Mr. Crankypants is seriously impressed by the brazenness of the health care industry. Dan, Mr. C.’s stupid alter ego, went into the hospital back in August. A few days ago, Dan got a statement from the San Mateo Medical Center. The hospital charged Dan’s insurance company more than $10,000 for a 24 hour stay. The insurance company, Blue Cross Blue Shield, decided that they would reimburse all but $546 of that amount. Dan now owes the San Mateo Medical Center $546.

So where does the $546 come from? Of course they didn’t tell Dan what that money paid for. The statement Dan received does not tell what that $10,000 went towards, nor does it tell what the insurance company refused to reimburse the hospital for.
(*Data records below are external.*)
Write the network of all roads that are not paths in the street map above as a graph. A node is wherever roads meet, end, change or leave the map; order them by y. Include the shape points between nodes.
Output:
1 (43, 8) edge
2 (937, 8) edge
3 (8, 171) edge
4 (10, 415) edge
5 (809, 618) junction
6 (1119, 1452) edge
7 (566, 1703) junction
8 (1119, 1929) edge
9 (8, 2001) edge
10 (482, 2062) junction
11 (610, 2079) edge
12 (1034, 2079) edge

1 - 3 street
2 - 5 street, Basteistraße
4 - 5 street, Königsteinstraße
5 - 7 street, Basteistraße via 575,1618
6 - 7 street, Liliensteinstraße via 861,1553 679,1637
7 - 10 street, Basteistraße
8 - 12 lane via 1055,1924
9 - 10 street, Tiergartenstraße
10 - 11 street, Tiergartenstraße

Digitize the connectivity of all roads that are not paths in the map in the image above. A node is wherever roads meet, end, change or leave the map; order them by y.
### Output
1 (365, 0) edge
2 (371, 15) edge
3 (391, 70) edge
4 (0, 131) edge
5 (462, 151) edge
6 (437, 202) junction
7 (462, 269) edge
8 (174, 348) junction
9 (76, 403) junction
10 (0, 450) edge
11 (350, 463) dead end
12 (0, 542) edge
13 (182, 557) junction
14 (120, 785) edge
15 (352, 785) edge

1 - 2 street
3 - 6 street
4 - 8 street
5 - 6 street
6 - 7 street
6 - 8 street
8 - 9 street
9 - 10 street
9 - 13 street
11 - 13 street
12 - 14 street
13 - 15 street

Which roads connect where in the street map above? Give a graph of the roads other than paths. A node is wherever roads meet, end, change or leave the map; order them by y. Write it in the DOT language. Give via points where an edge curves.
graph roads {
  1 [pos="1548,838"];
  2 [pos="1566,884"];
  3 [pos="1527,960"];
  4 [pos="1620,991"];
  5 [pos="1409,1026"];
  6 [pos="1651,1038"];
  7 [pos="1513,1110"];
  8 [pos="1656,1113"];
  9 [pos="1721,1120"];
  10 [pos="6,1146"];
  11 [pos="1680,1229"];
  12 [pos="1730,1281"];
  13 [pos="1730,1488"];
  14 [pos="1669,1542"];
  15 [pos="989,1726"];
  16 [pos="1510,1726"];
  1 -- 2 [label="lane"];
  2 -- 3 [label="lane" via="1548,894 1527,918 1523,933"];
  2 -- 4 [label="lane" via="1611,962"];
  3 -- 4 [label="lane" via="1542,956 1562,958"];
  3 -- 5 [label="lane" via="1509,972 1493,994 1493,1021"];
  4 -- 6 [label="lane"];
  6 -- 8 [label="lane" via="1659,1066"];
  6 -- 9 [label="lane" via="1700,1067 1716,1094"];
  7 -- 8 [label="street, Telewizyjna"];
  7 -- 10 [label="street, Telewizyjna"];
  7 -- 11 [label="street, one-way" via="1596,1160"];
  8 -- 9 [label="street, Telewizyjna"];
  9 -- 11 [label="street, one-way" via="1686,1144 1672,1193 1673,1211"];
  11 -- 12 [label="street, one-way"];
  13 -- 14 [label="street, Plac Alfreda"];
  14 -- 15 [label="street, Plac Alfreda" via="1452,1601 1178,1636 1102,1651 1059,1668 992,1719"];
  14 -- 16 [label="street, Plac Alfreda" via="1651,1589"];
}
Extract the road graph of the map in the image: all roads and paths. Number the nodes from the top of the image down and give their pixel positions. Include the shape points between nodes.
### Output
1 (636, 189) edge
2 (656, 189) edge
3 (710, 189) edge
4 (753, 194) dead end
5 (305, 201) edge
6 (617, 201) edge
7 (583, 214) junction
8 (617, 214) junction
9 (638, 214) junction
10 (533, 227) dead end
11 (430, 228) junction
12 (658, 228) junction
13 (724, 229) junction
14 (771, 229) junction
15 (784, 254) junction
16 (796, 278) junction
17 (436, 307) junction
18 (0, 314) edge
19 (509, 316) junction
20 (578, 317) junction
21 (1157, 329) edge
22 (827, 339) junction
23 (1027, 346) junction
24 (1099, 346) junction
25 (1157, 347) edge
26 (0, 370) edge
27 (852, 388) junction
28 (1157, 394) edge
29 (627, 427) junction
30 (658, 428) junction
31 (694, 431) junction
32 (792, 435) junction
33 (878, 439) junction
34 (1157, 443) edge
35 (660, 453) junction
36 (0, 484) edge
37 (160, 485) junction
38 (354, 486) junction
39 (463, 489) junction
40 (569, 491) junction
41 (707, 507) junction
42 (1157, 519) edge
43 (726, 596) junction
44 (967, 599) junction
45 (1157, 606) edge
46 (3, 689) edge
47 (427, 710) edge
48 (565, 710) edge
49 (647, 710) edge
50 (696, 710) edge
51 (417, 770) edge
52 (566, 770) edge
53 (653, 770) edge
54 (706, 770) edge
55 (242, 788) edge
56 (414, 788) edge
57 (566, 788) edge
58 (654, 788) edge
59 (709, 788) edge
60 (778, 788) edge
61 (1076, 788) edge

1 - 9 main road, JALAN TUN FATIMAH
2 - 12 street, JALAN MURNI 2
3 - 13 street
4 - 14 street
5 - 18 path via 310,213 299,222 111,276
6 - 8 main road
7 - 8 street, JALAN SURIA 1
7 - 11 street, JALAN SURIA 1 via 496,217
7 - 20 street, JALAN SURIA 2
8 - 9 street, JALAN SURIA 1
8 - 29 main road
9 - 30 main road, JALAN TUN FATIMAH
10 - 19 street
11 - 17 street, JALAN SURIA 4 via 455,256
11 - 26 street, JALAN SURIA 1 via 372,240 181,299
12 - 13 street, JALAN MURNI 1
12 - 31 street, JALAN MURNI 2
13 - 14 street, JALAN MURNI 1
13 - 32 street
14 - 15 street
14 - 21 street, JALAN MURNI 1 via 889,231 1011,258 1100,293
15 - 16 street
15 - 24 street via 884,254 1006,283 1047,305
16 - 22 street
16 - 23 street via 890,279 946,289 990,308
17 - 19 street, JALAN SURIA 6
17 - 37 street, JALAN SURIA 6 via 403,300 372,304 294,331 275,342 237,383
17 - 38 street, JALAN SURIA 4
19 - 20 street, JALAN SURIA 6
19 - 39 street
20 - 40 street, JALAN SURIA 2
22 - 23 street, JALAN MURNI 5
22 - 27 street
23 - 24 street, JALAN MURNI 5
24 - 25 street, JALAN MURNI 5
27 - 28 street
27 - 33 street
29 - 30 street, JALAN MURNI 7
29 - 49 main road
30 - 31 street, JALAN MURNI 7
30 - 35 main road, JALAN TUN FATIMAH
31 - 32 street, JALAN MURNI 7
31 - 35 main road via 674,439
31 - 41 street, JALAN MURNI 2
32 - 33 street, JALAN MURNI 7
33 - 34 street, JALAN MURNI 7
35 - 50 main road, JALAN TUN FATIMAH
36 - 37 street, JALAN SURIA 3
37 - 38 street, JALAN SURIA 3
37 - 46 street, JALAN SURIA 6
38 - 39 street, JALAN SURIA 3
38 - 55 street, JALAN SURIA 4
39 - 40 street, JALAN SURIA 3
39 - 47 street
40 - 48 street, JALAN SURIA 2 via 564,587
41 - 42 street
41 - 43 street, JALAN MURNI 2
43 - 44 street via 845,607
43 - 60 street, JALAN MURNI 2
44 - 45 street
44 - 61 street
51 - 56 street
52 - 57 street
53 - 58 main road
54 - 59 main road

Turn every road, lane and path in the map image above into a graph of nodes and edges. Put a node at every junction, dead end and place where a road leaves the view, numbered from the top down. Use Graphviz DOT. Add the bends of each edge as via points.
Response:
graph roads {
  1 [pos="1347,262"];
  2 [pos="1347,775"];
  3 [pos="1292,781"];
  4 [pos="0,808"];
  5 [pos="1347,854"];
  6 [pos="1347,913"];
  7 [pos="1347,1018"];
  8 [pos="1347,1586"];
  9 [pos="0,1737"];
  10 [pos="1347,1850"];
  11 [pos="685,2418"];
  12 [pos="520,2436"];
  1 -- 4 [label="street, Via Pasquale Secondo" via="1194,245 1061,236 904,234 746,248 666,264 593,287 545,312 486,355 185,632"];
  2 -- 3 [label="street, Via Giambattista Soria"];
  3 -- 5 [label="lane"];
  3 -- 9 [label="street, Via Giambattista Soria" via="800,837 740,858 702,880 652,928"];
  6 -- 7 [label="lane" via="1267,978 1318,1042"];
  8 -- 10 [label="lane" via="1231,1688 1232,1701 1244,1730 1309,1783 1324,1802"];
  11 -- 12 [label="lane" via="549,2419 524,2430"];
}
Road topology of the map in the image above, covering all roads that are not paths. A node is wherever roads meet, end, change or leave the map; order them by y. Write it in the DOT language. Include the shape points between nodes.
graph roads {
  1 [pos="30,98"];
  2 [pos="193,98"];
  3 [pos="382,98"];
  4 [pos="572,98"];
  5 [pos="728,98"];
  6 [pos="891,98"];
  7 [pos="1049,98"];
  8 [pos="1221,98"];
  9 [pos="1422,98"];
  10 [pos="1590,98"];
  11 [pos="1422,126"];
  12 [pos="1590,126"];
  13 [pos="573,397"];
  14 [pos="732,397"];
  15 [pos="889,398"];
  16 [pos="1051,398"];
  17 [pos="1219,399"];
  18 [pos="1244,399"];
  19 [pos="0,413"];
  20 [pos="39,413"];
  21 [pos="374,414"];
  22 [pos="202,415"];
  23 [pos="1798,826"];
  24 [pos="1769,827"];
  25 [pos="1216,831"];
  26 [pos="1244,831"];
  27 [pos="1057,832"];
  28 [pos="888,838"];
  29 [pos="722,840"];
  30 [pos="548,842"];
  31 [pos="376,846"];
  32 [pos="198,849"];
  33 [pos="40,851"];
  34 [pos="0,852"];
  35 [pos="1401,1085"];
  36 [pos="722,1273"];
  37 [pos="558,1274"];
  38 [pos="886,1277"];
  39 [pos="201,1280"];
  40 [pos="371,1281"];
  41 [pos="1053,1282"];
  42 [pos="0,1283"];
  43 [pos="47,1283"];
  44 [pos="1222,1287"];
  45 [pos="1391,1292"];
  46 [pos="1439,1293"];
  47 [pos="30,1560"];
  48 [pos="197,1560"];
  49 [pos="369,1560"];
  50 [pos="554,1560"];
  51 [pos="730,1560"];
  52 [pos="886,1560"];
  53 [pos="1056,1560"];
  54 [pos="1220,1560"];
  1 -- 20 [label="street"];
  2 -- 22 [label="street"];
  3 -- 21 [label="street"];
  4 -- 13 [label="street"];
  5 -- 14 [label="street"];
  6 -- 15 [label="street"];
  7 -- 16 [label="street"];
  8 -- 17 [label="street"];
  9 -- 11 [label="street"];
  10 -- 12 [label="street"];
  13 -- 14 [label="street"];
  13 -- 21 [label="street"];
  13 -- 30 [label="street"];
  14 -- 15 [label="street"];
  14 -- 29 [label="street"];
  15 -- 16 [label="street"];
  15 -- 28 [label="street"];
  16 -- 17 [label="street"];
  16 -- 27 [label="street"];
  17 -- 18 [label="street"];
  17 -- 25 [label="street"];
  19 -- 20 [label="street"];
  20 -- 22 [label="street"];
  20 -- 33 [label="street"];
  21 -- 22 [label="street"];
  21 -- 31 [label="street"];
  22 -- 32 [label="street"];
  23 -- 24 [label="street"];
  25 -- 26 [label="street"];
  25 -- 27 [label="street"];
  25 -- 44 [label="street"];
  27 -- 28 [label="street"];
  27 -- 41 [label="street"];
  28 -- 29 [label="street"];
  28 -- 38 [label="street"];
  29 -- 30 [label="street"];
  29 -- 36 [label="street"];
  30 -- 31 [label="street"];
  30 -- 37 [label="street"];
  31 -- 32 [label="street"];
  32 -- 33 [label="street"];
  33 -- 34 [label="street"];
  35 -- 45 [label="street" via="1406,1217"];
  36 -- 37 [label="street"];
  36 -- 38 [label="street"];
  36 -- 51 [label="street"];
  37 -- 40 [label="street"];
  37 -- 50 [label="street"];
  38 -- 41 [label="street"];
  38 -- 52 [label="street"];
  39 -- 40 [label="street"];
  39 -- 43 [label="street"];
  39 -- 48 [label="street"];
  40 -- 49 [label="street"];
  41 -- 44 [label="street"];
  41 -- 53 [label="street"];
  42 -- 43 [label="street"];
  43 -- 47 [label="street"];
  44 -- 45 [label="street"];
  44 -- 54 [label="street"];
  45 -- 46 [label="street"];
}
Mr. Crankypants has got it all figured out. The hospital and the insurance company have figured out how much they can nick people for before they start to get complaints. You stay in the hospital for a day, they figure they can nick you for about half a grand. Oh, sure, if Dan were to ask them what that $546 went to pay for, they would make something up provide documentation listing all the charges, and they’d show that the insurance company refused to reimburse a few dollars here, a few dollars there — nothing that you could really complain about. And besides, Dan was in the hospital, right? He can’t deny that he got the treatment, right? (Of course he can’t deny he got the treatment, they kept him drugged up most of the time so he has very little idea what they did to him.) So Dan, being essentially stupid and good-natured, will pay up.

Mr. Crankypants, being essentially evil and mean-spirited, is in awe at the techniques of the hospitals and insurances companies. This takes greed to a whole new level. Yes, Mr. Crankypants is in awe.